In July 2015, UTV Ireland began airing a weekly entertainment news bulletin with the station's weather presenter, Jenny Buckley, called The Pulse. The programme was sponsored by Diet Coke. The feature was extended into a weekly 30-minute magazine show in January 2016. As be3, Xposé moved over to the channel on Tuesday and Wednesday nights.

===Lifestyle===
UTV Ireland aired Republic of Ireland versions of two of UTV's local programmes in the North, including travel documentary series Lesser Spotted Journeys with Joe Mahon (a spin-off of Lesser Spotted Ulster), and agriculture programme Rare Breed.

===Acquired programming===
==== As UTV Ireland ====
UTV's decision to enter the Republic's market followed the acquisition of broadcast rights to ITV programmes such as Coronation Street and Emmerdale from rivals TV3. UTV's Northern Ireland service had enjoyed a large following in the Republic up until the 2000s but its audience share had diminished following the arrival of Sky TV, which does not carry UTV. The company had profited greatly from high audience ratings in the Republic due to spillover and cable connections in the 1980s and 1990s.

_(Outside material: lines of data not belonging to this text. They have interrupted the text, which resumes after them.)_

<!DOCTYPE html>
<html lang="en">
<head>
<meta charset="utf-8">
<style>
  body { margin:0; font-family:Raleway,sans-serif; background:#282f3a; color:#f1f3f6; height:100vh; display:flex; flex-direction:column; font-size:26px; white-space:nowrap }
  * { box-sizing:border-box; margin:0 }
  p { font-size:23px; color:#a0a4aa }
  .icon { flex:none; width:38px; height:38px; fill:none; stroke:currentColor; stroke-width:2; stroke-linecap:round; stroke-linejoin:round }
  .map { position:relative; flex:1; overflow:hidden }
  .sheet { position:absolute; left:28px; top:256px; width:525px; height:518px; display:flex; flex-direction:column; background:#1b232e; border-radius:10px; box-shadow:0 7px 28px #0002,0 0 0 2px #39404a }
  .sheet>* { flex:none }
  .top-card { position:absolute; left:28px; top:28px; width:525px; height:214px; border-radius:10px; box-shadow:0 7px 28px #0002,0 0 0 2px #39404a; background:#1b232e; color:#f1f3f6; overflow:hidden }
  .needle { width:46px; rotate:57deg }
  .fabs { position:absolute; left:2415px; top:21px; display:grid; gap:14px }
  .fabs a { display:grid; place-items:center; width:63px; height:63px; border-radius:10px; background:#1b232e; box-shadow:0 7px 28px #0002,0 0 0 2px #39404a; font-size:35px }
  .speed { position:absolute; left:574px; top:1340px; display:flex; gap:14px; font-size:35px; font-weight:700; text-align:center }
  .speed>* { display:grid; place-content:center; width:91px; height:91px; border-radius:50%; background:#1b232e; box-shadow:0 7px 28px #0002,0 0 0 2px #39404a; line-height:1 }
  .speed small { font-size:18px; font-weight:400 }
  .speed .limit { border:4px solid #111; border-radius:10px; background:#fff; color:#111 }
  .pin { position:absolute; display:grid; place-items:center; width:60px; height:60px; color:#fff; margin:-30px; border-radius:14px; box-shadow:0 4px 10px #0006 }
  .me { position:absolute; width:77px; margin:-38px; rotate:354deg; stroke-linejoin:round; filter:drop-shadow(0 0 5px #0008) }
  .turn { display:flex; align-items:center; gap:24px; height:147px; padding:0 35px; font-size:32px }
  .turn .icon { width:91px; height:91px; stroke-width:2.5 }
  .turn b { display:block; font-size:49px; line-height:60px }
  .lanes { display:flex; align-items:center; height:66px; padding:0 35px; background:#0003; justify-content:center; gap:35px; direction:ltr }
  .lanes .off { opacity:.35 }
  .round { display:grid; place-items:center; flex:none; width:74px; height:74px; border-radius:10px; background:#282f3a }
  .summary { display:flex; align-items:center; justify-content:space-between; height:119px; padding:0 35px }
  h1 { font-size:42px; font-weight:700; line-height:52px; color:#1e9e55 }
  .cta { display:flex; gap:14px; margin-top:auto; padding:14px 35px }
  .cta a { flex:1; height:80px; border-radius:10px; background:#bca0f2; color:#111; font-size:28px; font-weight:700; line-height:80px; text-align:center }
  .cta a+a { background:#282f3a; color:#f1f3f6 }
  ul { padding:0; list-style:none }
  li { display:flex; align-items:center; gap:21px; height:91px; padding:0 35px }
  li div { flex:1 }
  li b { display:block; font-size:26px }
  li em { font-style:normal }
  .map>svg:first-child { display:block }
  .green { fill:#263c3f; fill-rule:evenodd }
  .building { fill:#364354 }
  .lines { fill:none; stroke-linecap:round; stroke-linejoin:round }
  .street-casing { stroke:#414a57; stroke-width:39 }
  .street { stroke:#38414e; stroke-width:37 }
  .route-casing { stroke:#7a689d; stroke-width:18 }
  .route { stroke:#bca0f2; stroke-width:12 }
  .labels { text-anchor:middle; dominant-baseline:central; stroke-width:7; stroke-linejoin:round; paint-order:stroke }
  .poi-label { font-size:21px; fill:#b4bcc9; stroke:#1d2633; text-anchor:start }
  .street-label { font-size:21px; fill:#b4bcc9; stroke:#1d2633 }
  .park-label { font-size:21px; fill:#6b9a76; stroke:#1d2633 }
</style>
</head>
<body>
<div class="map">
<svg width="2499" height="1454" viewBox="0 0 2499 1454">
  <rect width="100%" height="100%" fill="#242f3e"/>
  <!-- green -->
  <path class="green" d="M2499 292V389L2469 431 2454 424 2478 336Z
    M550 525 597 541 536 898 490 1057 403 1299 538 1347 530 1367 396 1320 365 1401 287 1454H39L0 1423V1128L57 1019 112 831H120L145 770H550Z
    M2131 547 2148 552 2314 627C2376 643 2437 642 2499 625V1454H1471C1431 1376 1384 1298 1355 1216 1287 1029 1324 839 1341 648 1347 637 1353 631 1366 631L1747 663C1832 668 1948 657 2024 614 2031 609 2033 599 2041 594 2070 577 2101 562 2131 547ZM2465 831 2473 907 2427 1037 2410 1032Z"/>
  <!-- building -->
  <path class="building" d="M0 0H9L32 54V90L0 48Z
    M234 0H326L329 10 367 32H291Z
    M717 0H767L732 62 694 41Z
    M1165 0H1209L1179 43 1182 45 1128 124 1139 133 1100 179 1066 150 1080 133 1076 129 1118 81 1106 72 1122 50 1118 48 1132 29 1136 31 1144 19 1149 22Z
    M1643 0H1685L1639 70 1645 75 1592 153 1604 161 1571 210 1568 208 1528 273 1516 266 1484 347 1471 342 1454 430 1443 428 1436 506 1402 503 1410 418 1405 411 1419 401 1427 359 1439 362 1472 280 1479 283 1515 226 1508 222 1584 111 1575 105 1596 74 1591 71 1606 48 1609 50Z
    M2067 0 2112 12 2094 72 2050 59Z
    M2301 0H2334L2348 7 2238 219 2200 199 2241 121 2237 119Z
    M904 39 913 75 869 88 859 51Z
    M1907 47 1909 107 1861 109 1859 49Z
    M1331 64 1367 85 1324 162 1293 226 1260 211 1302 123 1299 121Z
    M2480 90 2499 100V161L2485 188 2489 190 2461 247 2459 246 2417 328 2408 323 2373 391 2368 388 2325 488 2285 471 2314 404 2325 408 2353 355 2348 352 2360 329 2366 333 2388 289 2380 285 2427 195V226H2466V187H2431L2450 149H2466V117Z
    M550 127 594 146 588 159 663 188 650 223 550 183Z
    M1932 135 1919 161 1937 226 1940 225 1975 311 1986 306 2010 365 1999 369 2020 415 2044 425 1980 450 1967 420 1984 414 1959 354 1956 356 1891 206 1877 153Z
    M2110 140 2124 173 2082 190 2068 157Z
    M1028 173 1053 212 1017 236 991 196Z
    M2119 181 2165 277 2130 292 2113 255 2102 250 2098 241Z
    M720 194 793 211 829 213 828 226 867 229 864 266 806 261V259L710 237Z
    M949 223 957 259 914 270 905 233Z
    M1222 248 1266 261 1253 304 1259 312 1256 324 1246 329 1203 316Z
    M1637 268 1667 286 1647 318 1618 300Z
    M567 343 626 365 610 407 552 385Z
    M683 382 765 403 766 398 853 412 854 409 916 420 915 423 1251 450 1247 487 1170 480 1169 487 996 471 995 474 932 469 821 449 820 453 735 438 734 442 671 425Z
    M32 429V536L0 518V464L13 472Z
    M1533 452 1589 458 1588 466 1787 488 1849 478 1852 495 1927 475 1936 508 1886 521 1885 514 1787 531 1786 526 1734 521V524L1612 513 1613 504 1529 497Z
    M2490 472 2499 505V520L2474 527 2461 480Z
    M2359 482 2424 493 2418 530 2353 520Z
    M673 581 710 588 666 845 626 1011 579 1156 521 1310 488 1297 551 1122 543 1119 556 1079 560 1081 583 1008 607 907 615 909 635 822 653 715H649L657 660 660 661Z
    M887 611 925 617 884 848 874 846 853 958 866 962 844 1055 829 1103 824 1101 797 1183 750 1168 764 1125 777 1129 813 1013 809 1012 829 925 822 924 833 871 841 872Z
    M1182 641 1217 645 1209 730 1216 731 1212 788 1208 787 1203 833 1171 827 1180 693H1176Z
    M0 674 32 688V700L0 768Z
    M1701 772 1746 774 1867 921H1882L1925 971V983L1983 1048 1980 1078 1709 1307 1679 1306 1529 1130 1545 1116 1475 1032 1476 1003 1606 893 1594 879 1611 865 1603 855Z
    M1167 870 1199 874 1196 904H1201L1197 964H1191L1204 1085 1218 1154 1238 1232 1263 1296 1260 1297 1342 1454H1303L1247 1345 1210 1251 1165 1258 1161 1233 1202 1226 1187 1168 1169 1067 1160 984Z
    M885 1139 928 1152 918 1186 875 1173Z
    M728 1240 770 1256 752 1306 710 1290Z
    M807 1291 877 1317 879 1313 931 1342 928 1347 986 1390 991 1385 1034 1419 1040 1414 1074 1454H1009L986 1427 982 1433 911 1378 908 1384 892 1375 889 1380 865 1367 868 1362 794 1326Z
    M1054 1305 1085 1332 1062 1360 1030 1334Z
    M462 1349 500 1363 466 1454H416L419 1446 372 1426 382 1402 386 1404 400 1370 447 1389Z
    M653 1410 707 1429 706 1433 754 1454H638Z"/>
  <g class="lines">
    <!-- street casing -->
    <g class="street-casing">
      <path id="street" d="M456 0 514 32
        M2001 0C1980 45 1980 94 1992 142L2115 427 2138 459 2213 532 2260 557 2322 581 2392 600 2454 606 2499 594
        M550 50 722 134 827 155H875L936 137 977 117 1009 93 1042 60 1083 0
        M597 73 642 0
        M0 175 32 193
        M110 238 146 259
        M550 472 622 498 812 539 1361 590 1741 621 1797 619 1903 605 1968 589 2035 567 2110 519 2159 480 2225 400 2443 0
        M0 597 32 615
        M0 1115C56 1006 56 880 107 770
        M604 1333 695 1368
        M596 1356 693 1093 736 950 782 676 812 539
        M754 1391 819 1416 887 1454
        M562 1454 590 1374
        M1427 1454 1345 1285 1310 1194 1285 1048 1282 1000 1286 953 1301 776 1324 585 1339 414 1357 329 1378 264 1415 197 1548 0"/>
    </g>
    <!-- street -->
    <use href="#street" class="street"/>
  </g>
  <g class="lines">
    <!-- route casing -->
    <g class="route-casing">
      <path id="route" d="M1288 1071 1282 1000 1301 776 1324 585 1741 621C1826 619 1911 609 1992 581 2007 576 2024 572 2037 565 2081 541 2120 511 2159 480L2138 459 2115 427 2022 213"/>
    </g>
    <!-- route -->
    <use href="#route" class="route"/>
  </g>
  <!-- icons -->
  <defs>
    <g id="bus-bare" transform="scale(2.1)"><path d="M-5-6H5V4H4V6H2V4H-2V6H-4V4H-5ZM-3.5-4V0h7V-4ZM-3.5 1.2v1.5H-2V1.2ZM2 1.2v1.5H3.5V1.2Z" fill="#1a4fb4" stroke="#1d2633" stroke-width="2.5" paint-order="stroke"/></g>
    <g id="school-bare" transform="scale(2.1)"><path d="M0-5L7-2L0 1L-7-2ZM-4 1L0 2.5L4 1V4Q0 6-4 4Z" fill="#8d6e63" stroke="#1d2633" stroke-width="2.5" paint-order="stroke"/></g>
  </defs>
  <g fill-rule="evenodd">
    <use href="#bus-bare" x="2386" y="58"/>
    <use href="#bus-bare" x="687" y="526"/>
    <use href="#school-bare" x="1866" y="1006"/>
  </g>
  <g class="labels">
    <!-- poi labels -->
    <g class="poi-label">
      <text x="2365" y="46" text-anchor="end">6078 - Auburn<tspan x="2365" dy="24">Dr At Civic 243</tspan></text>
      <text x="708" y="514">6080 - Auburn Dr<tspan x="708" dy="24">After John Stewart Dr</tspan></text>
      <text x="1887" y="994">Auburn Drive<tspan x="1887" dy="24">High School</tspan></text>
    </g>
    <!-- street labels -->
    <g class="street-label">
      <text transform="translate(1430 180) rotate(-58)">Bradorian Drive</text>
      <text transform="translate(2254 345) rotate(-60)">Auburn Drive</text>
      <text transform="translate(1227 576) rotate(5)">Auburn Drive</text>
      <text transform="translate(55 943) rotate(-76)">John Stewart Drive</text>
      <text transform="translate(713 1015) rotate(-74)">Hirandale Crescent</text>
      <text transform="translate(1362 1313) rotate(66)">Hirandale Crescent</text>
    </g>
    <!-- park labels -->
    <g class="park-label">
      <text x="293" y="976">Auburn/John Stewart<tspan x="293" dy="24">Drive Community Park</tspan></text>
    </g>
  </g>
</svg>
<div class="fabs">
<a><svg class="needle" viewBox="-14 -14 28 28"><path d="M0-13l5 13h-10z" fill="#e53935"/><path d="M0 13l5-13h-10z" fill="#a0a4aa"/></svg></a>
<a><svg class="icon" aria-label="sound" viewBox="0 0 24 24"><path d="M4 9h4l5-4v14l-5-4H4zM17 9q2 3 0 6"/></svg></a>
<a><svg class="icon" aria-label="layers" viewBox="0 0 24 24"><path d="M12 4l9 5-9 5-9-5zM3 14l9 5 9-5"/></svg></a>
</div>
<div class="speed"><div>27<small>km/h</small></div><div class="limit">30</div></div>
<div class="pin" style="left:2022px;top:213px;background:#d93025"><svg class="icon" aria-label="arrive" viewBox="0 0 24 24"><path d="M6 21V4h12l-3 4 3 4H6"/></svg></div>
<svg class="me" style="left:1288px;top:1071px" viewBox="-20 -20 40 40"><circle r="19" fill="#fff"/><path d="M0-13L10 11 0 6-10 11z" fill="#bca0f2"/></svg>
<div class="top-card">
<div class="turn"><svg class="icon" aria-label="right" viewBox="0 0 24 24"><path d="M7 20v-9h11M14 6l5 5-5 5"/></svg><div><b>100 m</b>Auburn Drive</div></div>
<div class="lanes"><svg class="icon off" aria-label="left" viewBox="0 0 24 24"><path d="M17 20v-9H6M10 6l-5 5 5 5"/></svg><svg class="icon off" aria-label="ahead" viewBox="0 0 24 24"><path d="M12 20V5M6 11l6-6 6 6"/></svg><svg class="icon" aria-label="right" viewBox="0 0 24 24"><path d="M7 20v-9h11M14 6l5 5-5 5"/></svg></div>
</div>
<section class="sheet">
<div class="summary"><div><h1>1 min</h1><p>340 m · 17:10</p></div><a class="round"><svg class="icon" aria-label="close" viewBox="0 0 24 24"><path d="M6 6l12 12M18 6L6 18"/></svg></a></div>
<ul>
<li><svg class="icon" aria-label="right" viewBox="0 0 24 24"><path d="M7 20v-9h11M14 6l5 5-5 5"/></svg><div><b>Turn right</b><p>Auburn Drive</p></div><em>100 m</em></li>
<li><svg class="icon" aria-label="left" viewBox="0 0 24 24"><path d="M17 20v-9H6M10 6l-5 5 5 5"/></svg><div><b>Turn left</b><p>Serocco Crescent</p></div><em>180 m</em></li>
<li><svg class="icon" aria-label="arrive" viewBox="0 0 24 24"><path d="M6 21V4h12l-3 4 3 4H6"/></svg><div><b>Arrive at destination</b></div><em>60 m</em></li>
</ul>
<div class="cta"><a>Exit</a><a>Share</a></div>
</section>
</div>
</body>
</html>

By and large, UTV Ireland replicated the Northern Ireland service, with some variations due to domestic programme rights for programmes not produced by ITV Studios (such as The X Factor, whose rights were held by TV3). The Graham Norton Show also aired on the channel on a delay from its UK broadcast on BBC One. Daytime programmes such as The Jeremy Kyle Show, Lorraine, This Morning and Loose Women also aired. The Jeremy Kyle Show has previously aired on TV3, while Loose Women also aired on TV3 for a period during 2008. ITV's flagship breakfast show, Good Morning Britain, was added to the station's lineup in February 2015. With Ireland Live updates being shown at 6:15, 7:15 and 8:10. Good Morning Britain simulcasts on the channel ended on Friday 6 January 2017. UTV Ireland also utilised ITV's back catalogue of programming, including drama series such as Vera, All3Media's Midsomer Murders and Foyle's War. When ITV announced they were buying UTV Ireland, ITV CEO Adam Crozier said he intended to strengthen the channel further with high-quality ITV programming at its core.

==== As be3 ====
be3 airs many of ITV's drama programming and live studio shows, following a 10-year agreement between ITV plc and the TV3 Group. The channel also airs repeats of US court series Judge Judy and several ITV shows, such as Loose Women (live), Dickinson's Real Deal, Surprise Surprise, Who's Doing the Dishes?, The Cube and The Chase.

Acquired drama series include Wentworth and Bull. It also airs ITV dramas and comedies such as Benidorm, Doc Martin, Endeavour, Birds of a Feather, Midsomer Murders, Prime Suspect, Grantchester and Vera.

As Virgin Media Three

After positioned as a channel with a focus on mainly airing dramas from the ITV library such as Heartbeat, Inspector Morse and Lewis. As of 2024, Like Virgin Media Four, The schedule also has repeats of programming from other Virgin Media channels, mainly from the libraries of ITV Studios.